Collected data entries
----

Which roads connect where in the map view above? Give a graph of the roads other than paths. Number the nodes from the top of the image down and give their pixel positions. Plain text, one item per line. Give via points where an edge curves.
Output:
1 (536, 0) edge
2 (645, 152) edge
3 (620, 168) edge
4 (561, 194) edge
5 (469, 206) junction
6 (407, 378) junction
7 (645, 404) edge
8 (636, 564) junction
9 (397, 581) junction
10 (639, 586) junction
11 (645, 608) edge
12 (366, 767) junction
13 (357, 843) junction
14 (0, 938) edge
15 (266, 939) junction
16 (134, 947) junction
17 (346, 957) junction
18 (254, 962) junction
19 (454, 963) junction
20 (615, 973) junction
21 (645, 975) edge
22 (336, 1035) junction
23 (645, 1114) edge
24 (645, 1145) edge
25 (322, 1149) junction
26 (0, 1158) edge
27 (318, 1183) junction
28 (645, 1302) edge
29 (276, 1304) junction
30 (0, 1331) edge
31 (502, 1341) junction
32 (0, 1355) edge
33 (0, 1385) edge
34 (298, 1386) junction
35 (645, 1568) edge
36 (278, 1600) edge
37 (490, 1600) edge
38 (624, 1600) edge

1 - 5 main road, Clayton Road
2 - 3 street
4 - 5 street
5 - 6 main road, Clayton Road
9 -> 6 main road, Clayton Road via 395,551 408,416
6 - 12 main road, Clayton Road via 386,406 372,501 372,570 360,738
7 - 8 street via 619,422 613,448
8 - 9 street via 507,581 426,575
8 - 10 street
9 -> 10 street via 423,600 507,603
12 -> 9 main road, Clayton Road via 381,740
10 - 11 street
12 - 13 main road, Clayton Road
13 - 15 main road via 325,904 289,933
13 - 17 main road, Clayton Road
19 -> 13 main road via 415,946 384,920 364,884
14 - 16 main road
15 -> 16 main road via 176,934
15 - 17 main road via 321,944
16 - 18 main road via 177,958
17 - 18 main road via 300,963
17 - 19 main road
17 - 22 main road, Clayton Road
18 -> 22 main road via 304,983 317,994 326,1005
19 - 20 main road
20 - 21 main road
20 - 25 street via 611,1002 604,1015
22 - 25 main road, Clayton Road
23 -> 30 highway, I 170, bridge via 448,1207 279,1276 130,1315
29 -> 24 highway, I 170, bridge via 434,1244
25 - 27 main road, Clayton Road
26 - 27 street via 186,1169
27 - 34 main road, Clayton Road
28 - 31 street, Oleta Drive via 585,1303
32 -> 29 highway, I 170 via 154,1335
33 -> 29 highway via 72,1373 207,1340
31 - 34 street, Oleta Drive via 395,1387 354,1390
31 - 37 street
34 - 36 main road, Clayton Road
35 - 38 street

----

After the last line, print all the entries once again, unchanged.

Which roads connect where in the map view above? Give a graph of the roads other than paths. Number the nodes from the top of the image down and give their pixel positions. Plain text, one item per line. Give via points where an edge curves.
Output:
1 (536, 0) edge
2 (645, 152) edge
3 (620, 168) edge
4 (561, 194) edge
5 (469, 206) junction
6 (407, 378) junction
7 (645, 404) edge
8 (636, 564) junction
9 (397, 581) junction
10 (639, 586) junction
11 (645, 608) edge
12 (366, 767) junction
13 (357, 843) junction
14 (0, 938) edge
15 (266, 939) junction
16 (134, 947) junction
17 (346, 957) junction
18 (254, 962) junction
19 (454, 963) junction
20 (615, 973) junction
21 (645, 975) edge
22 (336, 1035) junction
23 (645, 1114) edge
24 (645, 1145) edge
25 (322, 1149) junction
26 (0, 1158) edge
27 (318, 1183) junction
28 (645, 1302) edge
29 (276, 1304) junction
30 (0, 1331) edge
31 (502, 1341) junction
32 (0, 1355) edge
33 (0, 1385) edge
34 (298, 1386) junction
35 (645, 1568) edge
36 (278, 1600) edge
37 (490, 1600) edge
38 (624, 1600) edge

1 - 5 main road, Clayton Road
2 - 3 street
4 - 5 street
5 - 6 main road, Clayton Road
9 -> 6 main road, Clayton Road via 395,551 408,416
6 - 12 main road, Clayton Road via 386,406 372,501 372,570 360,738
7 - 8 street via 619,422 613,448
8 - 9 street via 507,581 426,575
8 - 10 street
9 -> 10 street via 423,600 507,603
12 -> 9 main road, Clayton Road via 381,740
10 - 11 street
12 - 13 main road, Clayton Road
13 - 15 main road via 325,904 289,933
13 - 17 main road, Clayton Road
19 -> 13 main road via 415,946 384,920 364,884
14 - 16 main road
15 -> 16 main road via 176,934
15 - 17 main road via 321,944
16 - 18 main road via 177,958
17 - 18 main road via 300,963
17 - 19 main road
17 - 22 main road, Clayton Road
18 -> 22 main road via 304,983 317,994 326,1005
19 - 20 main road
20 - 21 main road
20 - 25 street via 611,1002 604,1015
22 - 25 main road, Clayton Road
23 -> 30 highway, I 170, bridge via 448,1207 279,1276 130,1315
29 -> 24 highway, I 170, bridge via 434,1244
25 - 27 main road, Clayton Road
26 - 27 street via 186,1169
27 - 34 main road, Clayton Road
28 - 31 street, Oleta Drive via 585,1303
32 -> 29 highway, I 170 via 154,1335
33 -> 29 highway via 72,1373 207,1340
31 - 34 street, Oleta Drive via 395,1387 354,1390
31 - 37 street
34 - 36 main road, Clayton Road
35 - 38 street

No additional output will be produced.